Quote Originally Posted by Kaosuran View Post
I honestly don't get what's your problem, all you can say is `linux is unsupported, go away` - nothing clever, nor new, comes from you, nothing that would help anyone, except your ego.

All you did thus far was going into a topic, that doesn't even concern you in any way mind you, and cry like little babies that linux users are hackers are should not get any support from SE.
If you're talking about my posts, your reading comprehension is poor. My own words have been on the theme that "Linux is unsupported, and there are developers out there working on a fix. If you want SE to support Steam Deck and Linux in general, you need to present a financial case for them to do so."

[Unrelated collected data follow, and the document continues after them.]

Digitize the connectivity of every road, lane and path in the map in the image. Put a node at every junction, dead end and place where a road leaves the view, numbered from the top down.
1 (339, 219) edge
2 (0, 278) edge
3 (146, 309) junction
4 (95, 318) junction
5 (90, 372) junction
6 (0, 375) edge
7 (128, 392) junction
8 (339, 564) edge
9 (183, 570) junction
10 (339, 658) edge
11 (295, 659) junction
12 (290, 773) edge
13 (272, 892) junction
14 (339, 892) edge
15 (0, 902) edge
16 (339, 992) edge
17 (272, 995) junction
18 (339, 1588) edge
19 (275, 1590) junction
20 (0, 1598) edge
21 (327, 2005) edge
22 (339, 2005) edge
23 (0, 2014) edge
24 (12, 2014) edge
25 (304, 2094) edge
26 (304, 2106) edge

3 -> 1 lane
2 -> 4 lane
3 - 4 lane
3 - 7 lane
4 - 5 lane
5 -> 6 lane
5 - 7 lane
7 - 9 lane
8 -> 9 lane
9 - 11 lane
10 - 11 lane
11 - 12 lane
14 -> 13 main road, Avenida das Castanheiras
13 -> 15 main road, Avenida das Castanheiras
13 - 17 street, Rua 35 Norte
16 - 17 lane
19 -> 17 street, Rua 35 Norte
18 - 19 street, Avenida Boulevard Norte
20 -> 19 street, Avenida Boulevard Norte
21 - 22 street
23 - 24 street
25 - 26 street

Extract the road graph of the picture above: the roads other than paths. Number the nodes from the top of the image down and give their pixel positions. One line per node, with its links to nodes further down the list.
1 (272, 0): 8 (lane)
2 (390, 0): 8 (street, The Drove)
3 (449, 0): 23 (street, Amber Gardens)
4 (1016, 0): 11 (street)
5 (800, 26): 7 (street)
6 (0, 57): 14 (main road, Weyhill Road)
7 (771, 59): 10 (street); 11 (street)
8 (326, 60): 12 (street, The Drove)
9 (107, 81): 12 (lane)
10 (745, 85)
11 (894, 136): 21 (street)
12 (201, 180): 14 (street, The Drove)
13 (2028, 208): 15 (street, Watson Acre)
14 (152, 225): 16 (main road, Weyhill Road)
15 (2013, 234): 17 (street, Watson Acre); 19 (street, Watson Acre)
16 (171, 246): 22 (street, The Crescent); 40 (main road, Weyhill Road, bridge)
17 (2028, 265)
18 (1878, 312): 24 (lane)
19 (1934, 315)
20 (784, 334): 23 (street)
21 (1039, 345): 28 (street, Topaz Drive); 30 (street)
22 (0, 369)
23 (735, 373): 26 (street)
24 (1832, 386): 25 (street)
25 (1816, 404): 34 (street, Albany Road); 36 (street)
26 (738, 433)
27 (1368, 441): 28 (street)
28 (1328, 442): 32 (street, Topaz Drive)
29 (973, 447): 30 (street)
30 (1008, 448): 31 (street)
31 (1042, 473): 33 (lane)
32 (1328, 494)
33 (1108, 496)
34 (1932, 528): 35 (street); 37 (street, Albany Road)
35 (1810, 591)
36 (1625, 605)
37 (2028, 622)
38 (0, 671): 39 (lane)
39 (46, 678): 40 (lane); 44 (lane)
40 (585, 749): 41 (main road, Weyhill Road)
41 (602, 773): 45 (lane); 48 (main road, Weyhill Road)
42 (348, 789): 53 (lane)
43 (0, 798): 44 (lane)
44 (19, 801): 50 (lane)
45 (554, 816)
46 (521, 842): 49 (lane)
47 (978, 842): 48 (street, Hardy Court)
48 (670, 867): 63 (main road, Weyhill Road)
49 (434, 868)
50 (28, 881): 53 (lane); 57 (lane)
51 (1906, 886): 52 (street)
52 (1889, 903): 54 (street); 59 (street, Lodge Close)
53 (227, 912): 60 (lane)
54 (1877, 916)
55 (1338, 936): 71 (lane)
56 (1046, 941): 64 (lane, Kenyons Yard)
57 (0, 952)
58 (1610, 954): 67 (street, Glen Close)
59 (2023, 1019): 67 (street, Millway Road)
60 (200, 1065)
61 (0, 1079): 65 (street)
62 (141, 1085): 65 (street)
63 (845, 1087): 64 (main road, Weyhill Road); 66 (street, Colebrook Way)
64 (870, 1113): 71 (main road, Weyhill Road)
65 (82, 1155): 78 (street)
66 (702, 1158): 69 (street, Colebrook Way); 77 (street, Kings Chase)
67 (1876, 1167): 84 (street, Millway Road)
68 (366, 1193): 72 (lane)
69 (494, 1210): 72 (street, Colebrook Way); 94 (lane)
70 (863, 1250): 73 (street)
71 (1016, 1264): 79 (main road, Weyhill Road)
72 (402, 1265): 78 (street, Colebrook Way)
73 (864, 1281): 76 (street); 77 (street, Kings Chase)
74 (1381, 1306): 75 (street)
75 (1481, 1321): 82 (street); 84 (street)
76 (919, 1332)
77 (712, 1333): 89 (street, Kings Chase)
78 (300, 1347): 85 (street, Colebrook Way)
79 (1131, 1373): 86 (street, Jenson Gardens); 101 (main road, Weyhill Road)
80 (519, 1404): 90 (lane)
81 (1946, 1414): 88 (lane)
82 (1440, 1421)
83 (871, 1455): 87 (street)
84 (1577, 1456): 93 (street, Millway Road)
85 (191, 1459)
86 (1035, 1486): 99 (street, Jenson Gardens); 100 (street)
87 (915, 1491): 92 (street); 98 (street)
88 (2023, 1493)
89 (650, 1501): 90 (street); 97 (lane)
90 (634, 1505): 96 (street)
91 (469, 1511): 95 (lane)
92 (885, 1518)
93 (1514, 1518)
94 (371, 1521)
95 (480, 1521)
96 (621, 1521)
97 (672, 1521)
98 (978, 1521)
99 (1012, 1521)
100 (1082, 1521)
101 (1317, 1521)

True, I did respond to someone who appears to believe that Linux user subscriptions were in the neighborhood of $2-4 million dollars a month based on numbers that made no sense. I dislike guesstimates that are not based on anything except "what I heard/read somewhere" rather than actual financial statements. If someone had said "FFXIV is the only money-maker for Square Enix", without any Linux context, I'd say the same thing.

As far as Linux as the basic OS for the desktop, I abandoned that line of thinking over 20 years ago. The fact was that most games are written for consoles or the PC, and there are relatively few games I've seen over the years that work on Linux natively.

I was playing with MINIX on an Atari ST back in the 1980s, well before Linus took a look at Tanenbaum's work, recreated it from scratch and released the first iteration of Linux back in 1991. I have spent the last 35 years working professionally with numerous iterations of UNIX and LINUX.

I admire those hardy individuals who've decided that they're willing to accept the fact that Linux is not a commercial gaming system and work on playing PC games anyway. But I draw the line at anyone complaining that a gaming company somehow messed them over by making a decision before the launch of an expansion that means they have to do some more programming.